The question for the Court was whether RSA’s loan was due and payable as alleged.

Justice Black of the NSW Supreme Court said that a debt is due and payable when the time for payment has arrived and an unqualified obligation requirement performance has arisen. In finding for Tuffrock, his Honour noted the lack of documentation about the loan, including its term, which meant it was unclear to anyone when the loan was repayable.

This case confirms the importance of properly documenting arrangements between different legal entities, no matter how close relationships may seem at the beginning of the arrangements or whether common people are involved in the entities.

Case No. 5: Re Calder Park Promotions (In Liquidation) [2015] VSC 285 – 19 June 2015

During 2014, the liquidators of Calder Park Promotions (CPP) conducted a public examination of certain persons in relation to the examinable affairs of CPP. Bob Jane was one such person to whom a summons was issued to produce documents and appear for examination.

Mr Jane failed to properly produce documents and over the course of the year, the proceeding went before the Court multiple times, with the liquidators obtaining (on more than one occasion) orders compelling Mr Jane to produce documents as summonsed. At no time did Mr Jane file an application to have the examination summons set aside or narrowed on the question of documents to be produced.

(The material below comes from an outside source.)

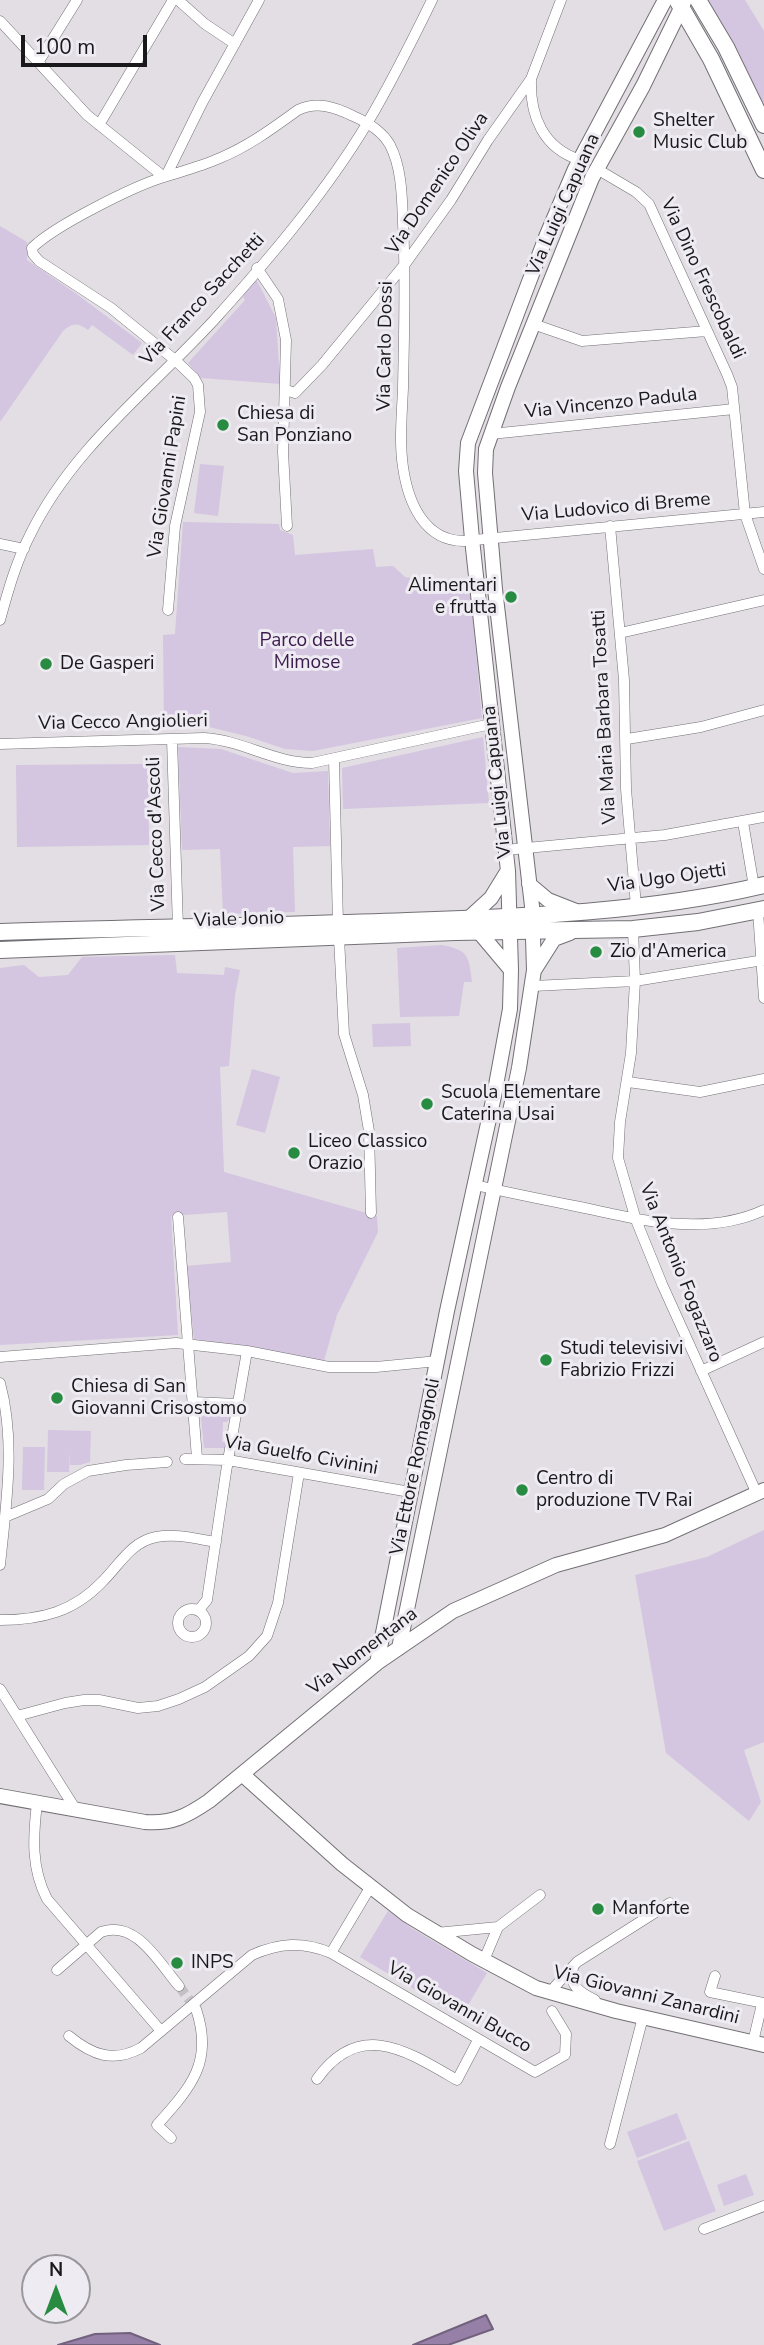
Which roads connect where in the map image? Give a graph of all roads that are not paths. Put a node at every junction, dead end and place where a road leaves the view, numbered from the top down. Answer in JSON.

The liquidators sought an order against Mr Jane for their costs wasted by reason of Mr Jane’s failure to produce documents as ordered. In finding for the liquidators, Associate Justice Gardiner of the Victorian Supreme Court said what had ensued was ‘an extraordinarily drawn out process with serial resistance to the production of documents and the proffering of various excuses as to why the production of the documents could not take place’.

His Honour agreed with the liquidators that if Mr Jane had produced the documents required to be produced at the time they were to be produced, there would have been no requirement for subsequent orders, disputes about those orders and time wasted by the liquidators in and out of court.

This case confirms, yet again, that a person disobeys court orders to produce documents at their peril.